Mère de trois enfants, la Libanaise basée à Dubaï qui porte son pays et ses blessures dans son cœur et dans son travail, a de l’ambition et des émotions et ne s’en cache pas. Ses portraits sont prétextes à transcrire des émotions plutôt que des figures stricto sensu ; de traquer l’âme derrière les visages et les silhouettes. C’est sans doute cette âme qui se dégage de son travail qui lui vaut d’être repérée par exemple par le Sotheby’s Institute of Art dans le cadre d’un open call intitulé Roots, pour sa toile Contemplation qui a été exposée à New York en octobre 2022, à la suite de quoi sa toile numérique Détermination a été exposée sur des panneaux publicitaires de la galerie Vellum à Los Angeles, spécialisée dans l’art digital. Toujours aux États-Unis, c’est son œuvre Storm Rider qui s’exposera en décembre à Miami dans le cadre de la foire d’art Red Dot Miami.
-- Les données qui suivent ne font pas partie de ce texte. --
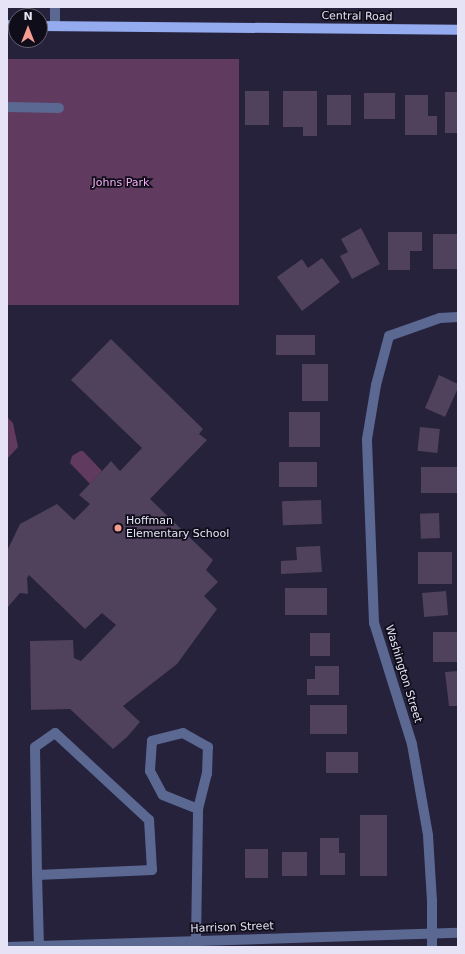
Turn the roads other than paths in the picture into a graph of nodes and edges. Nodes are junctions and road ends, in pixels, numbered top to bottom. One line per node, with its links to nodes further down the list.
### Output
1 (55, 7): 3 (street)
2 (48, 26): 3 (main road, Central Road)
3 (55, 26): 4 (main road, Central Road)
4 (458, 30)
5 (7, 107): 6 (street)
6 (59, 108)
7 (458, 317): 11 (street, Washington Street)
8 (198, 809): 8 (street); 12 (street)
9 (37, 875): 9 (street); 14 (street)
10 (458, 933): 11 (street, Harrison Street)
11 (432, 934): 12 (street, Harrison Street); 16 (street, Washington Street)
12 (196, 941): 13 (street, Harrison Street)
13 (169, 944): 14 (street, Harrison Street)
14 (39, 946): 15 (street, Harrison Street)
15 (7, 947)
16 (432, 947)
Les femmes de Magda Malkoun traversent les frontières grâce aux transformations multiples qui les ont faites. C’est cette humanité partagée et la nostalgie d’une certaine mémoire collective qui sont le fil d’Ariane de l’artiste. Et c’est le courage de composer, de décomposer et recomposer son propre travail et l’audace non seulement de l’accepter, mais aussi de chercher cette transformation, qui donne de ce fait une portée universelle à son travail et fait d’elle un nom dont on entendra sans doute beaucoup parler. Pour découvrir ses premières éditions de prints, rendez-vous dans les locaux de l'ONG Rebirth Beirut (Gemmayzé, de 14h à 19h) du 24 novembre au 2 décembre dans le cadre de l’exposition collective Artists of Beirut.